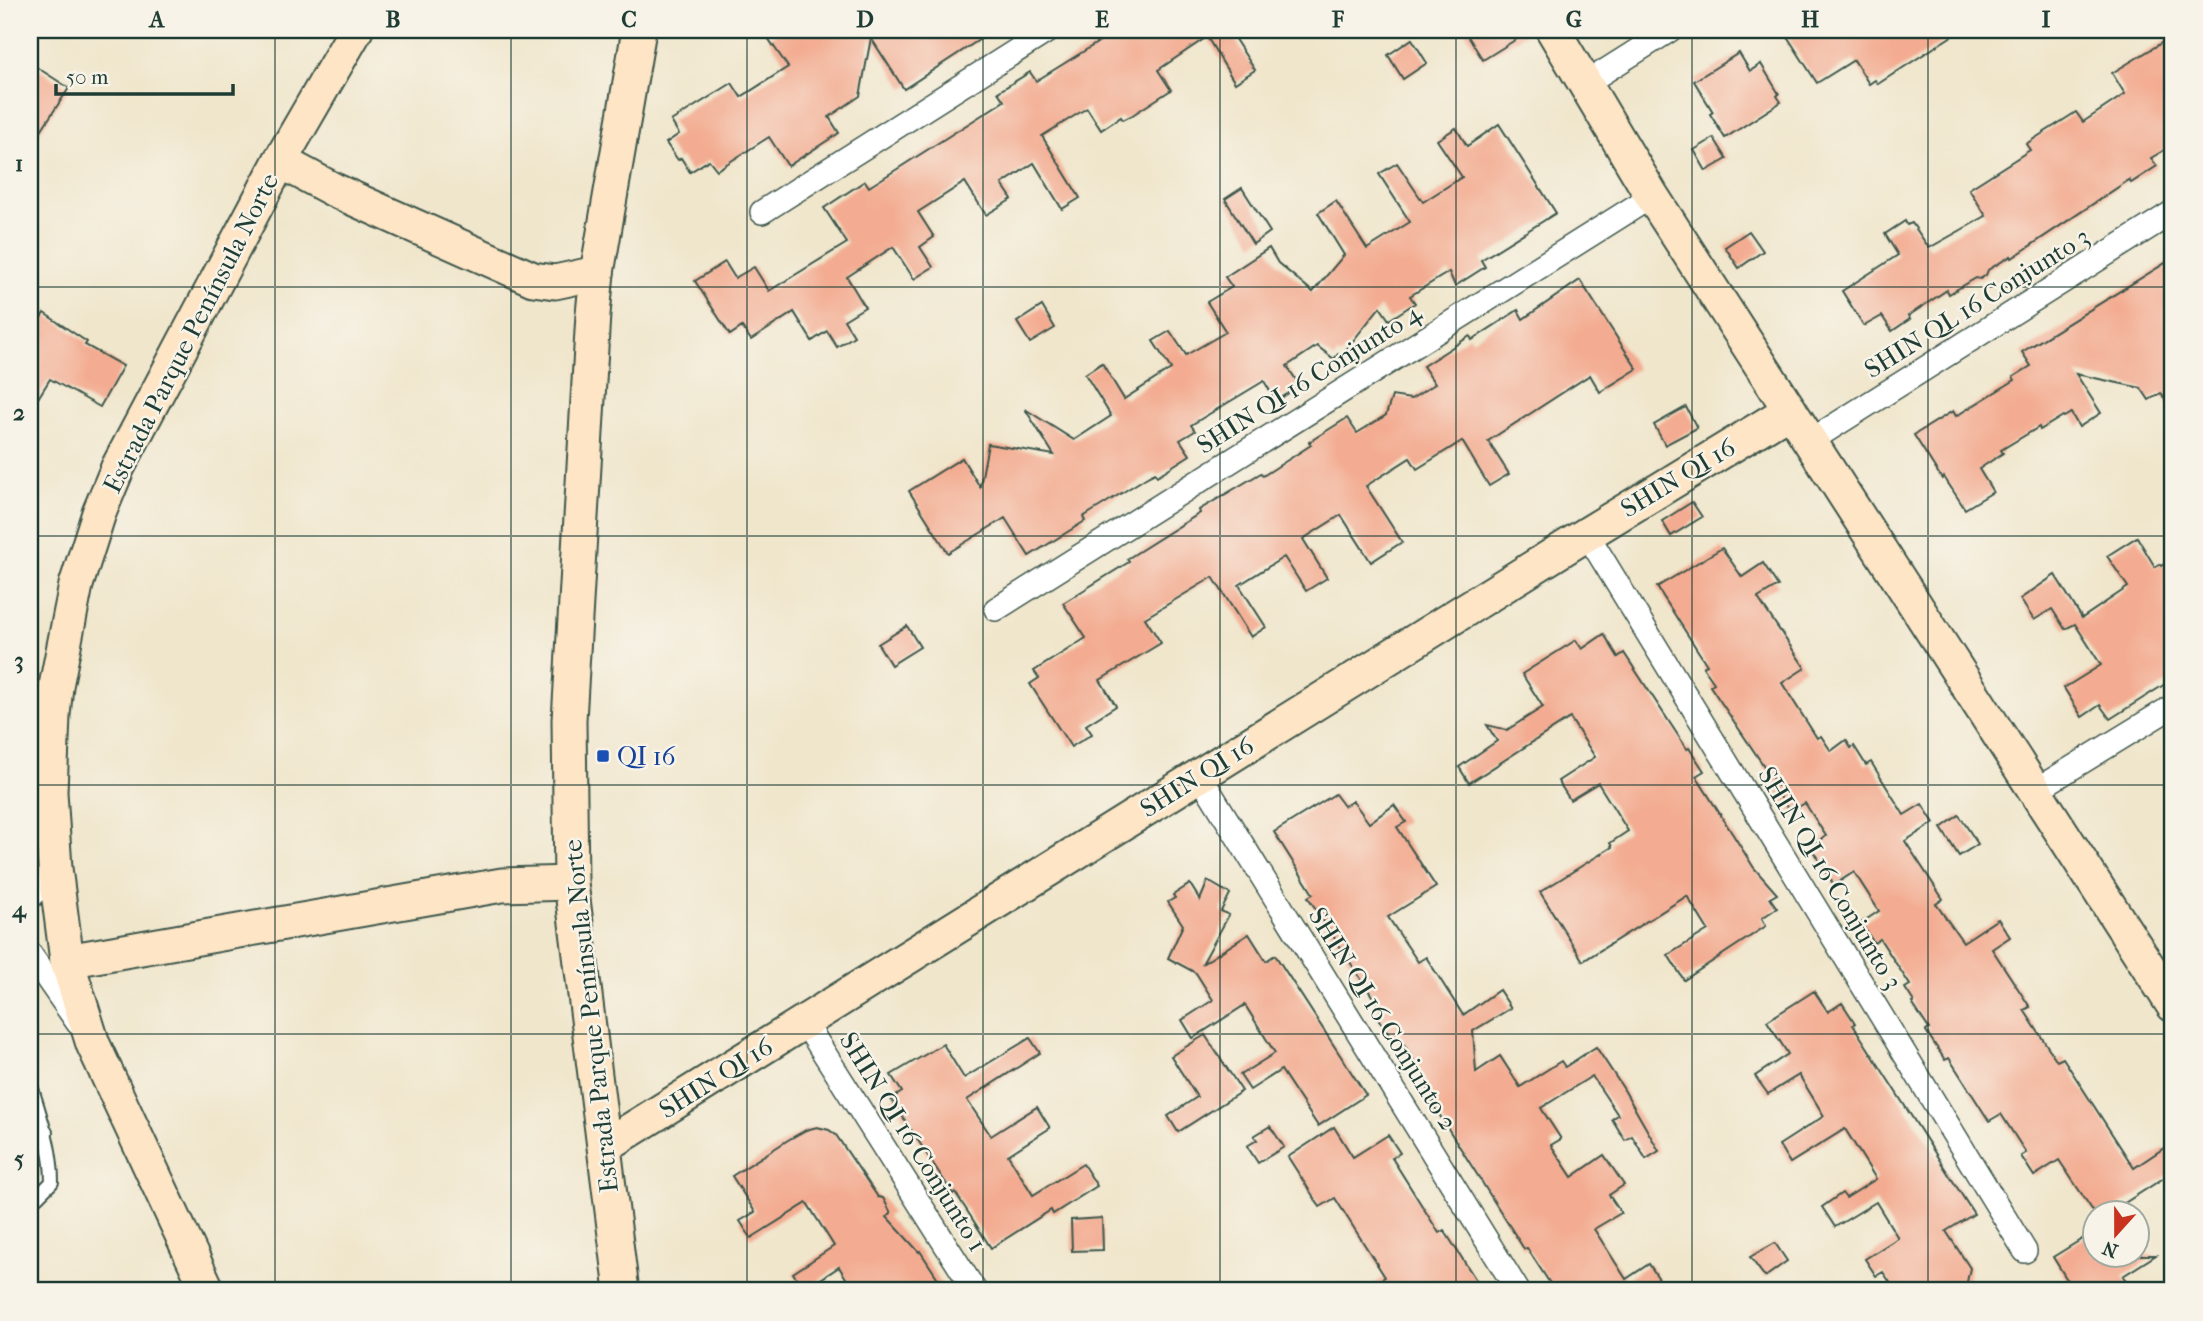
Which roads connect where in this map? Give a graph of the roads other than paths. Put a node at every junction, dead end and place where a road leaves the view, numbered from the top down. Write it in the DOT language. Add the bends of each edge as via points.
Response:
graph roads {
  1 [pos="356,30"];
  2 [pos="639,30"];
  3 [pos="1049,30"];
  4 [pos="1553,30"];
  5 [pos="1670,30"];
  6 [pos="1586,83"];
  7 [pos="280,161"];
  8 [pos="1652,196"];
  9 [pos="762,212"];
  10 [pos="2173,212"];
  11 [pos="597,273"];
  12 [pos="1790,410"];
  13 [pos="1810,441"];
  14 [pos="1587,534"];
  15 [pos="996,609"];
  16 [pos="2173,706"];
  17 [pos="1200,776"];
  18 [pos="2036,790"];
  19 [pos="54,868"];
  20 [pos="571,883"];
  21 [pos="30,898"];
  22 [pos="30,954"];
  23 [pos="67,961"];
  24 [pos="2173,1005"];
  25 [pos="805,1023"];
  26 [pos="93,1044"];
  27 [pos="30,1082"];
  28 [pos="46,1132"];
  29 [pos="30,1136"];
  30 [pos="604,1146"];
  31 [pos="30,1199"];
  32 [pos="2025,1251"];
  33 [pos="208,1291"];
  34 [pos="622,1291"];
  35 [pos="975,1291"];
  36 [pos="1518,1291"];
  1 -- 7 [label="main road, Estrada Parque Península Norte"];
  2 -- 11 [label="main road, Estrada Parque Península Norte"];
  3 -- 9 [label="street"];
  4 -- 6 [label="main road"];
  5 -- 6 [label="street"];
  6 -- 8 [label="main road"];
  7 -- 11 [label="main road" via="533,279 555,282"];
  7 -- 19 [label="main road, Estrada Parque Península Norte" via="131,440 99,513 76,585 53,715 50,792"];
  8 -- 12 [label="main road"];
  8 -- 15 [label="street, SHIN QI 16 Conjunto 4"];
  10 -- 13 [label="street, SHIN QL 16 Conjunto 3"];
  11 -- 20 [label="main road, Estrada Parque Península Norte" via="569,720"];
  12 -- 13 [label="main road"];
  12 -- 14 [label="main road, SHIN QI 16"];
  13 -- 18 [label="main road"];
  14 -- 17 [label="main road, SHIN QI 16"];
  14 -- 32 [label="street, SHIN QI 16 Conjunto 3"];
  16 -- 18 [label="street"];
  17 -- 25 [label="main road, SHIN QI 16"];
  17 -- 36 [label="street, SHIN QI 16 Conjunto 2"];
  18 -- 24 [label="main road"];
  19 -- 21 [label="street"];
  19 -- 23 [label="main road, Estrada Parque Península Norte"];
  20 -- 23 [label="main road" via="502,885"];
  20 -- 30 [label="main road, Estrada Parque Península Norte"];
  22 -- 26 [label="street"];
  23 -- 26 [label="main road, Estrada Parque Península Norte"];
  25 -- 30 [label="main road, SHIN QI 16"];
  25 -- 35 [label="street, SHIN QI 16 Conjunto 1"];
  26 -- 33 [label="main road, Estrada Parque Península Norte"];
  27 -- 28 [label="lane"];
  28 -- 29 [label="lane"];
  28 -- 31 [label="lane" via="52,1182"];
  30 -- 34 [label="main road, Estrada Parque Península Norte"];
}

**Task description**
Among the lines of the data above, find those with the word "roads" and show them.

**Solution below**
Which roads connect where in this map? Give a graph of the roads other than paths. Put a node at every junction, dead end and place where a road leaves the view, numbered from the top down. Write it in the DOT language. Add the bends of each edge as via points.
graph roads {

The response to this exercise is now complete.